If you don't have cash available to pay the tax, some investors choose to pay the tax out of IRA proceeds. That's not usually a good idea. You'll lower the balance of your retirement account and lose out on more tax-deferred growth. Plus, if you have to take money from the IRA to pay the conversion tax and are under age 59 ½, the withdrawal for taxes would be subject to a 10 percent premature distribution penalty on top of the income tax.
If you don't think you'll need withdrawals from the IRA for living expenses, a conversion to a Roth can be a great estate planning tool. The Roth would be passed to your beneficiaries free of tax, forever.
But if retirement is close and you may start taking withdrawals in a few short years, paying the tax now may not make sense.
To see if a conversion might be right for you, try this calculator.
Roths have some other features you won't find with your 401(k) or traditional IRA accounts.
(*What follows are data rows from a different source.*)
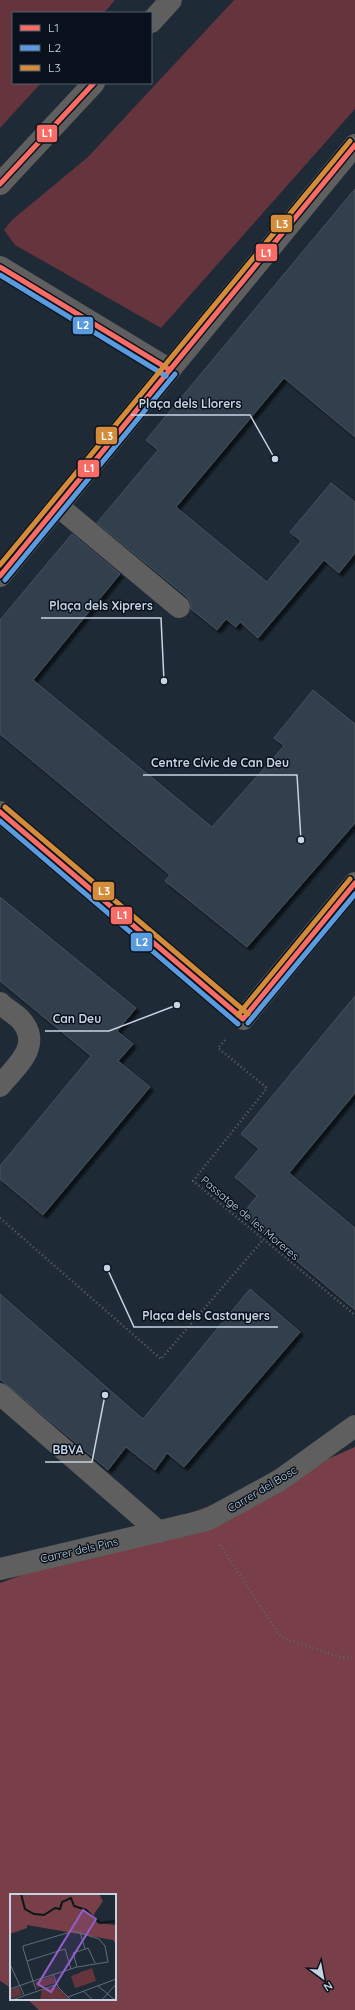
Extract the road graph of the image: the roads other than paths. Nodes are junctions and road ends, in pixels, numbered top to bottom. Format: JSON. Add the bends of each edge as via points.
{"nodes":[{"id":1,"x":171,"y":0,"type":"edge"},
{"id":2,"x":152,"y":21,"type":"edge"},
{"id":3,"x":93,"y":84,"type":"edge"},
{"id":4,"x":355,"y":145,"type":"edge"},
{"id":5,"x":0,"y":184,"type":"edge"},
{"id":6,"x":0,"y":267,"type":"edge"},
{"id":7,"x":170,"y":370,"type":"junction"},
{"id":8,"x":58,"y":506,"type":"junction"},
{"id":9,"x":0,"y":576,"type":"edge"},
{"id":10,"x":179,"y":607,"type":"dead end"},
{"id":11,"x":0,"y":812,"type":"edge"},
{"id":12,"x":355,"y":884,"type":"edge"},
{"id":13,"x":0,"y":1004,"type":"edge"},
{"id":14,"x":0,"y":1086,"type":"edge"},
{"id":15,"x":0,"y":1394,"type":"edge"},
{"id":16,"x":355,"y":1426,"type":"edge"},
{"id":17,"x":159,"y":1532,"type":"junction"},
{"id":18,"x":0,"y":1569,"type":"edge"}],
"edges":[{"from":1,"to":2,"type":"street"},
{"from":3,"to":5,"type":"street"},
{"from":4,"to":7,"type":"street"},
{"from":6,"to":7,"type":"street"},
{"from":7,"to":8,"type":"street"},
{"from":8,"to":9,"type":"street"},
{"from":8,"to":10,"type":"street"},
{"from":11,"to":12,"type":"street","via":[[244,1018]]},
{"from":13,"to":14,"type":"street","via":[[20,1020],[29,1034],[29,1050]]},
{"from":15,"to":17,"type":"street"},
{"from":16,"to":17,"type":"street","name":"Carrer del Bosc","via":[[280,1480],[203,1521]]},
{"from":17,"to":18,"type":"street","name":"Carrer dels Pins"}]}
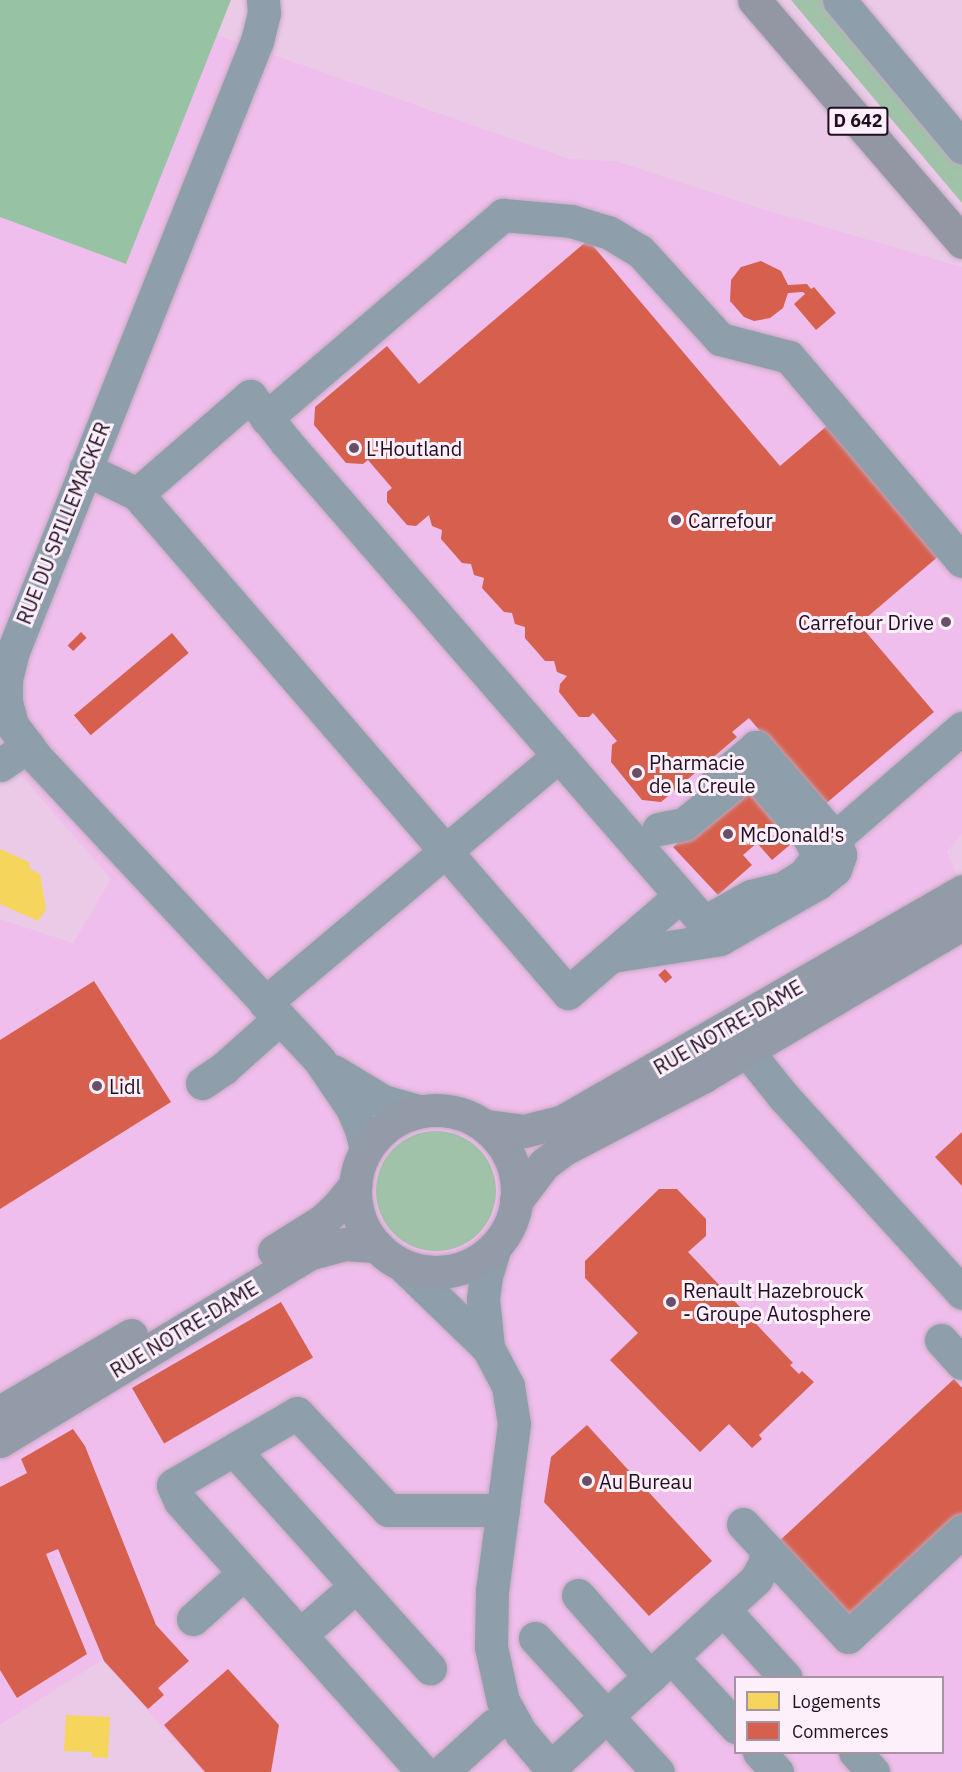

You may take early withdrawals without a penalty, even if you're under age 59 1/2, for certain expenses, such as significant unreimbursed medical expenses, health insurance premiums if you've lost your job, or a down payment for a home, if you're a first-time buyer. See the complete list of exceptions here.
While these features may give you flexibility if you need cash, remember: Any money you withdraw now means less for your retirement.
"While it may be appealing to use this distribution for a first-time home purchase, it may not be the best use," says Gibney. "It's a similar argument to the one against 401(k) loans, and you are borrowing against your retirement nest egg. You make these contributions for retirement, not for other reasons."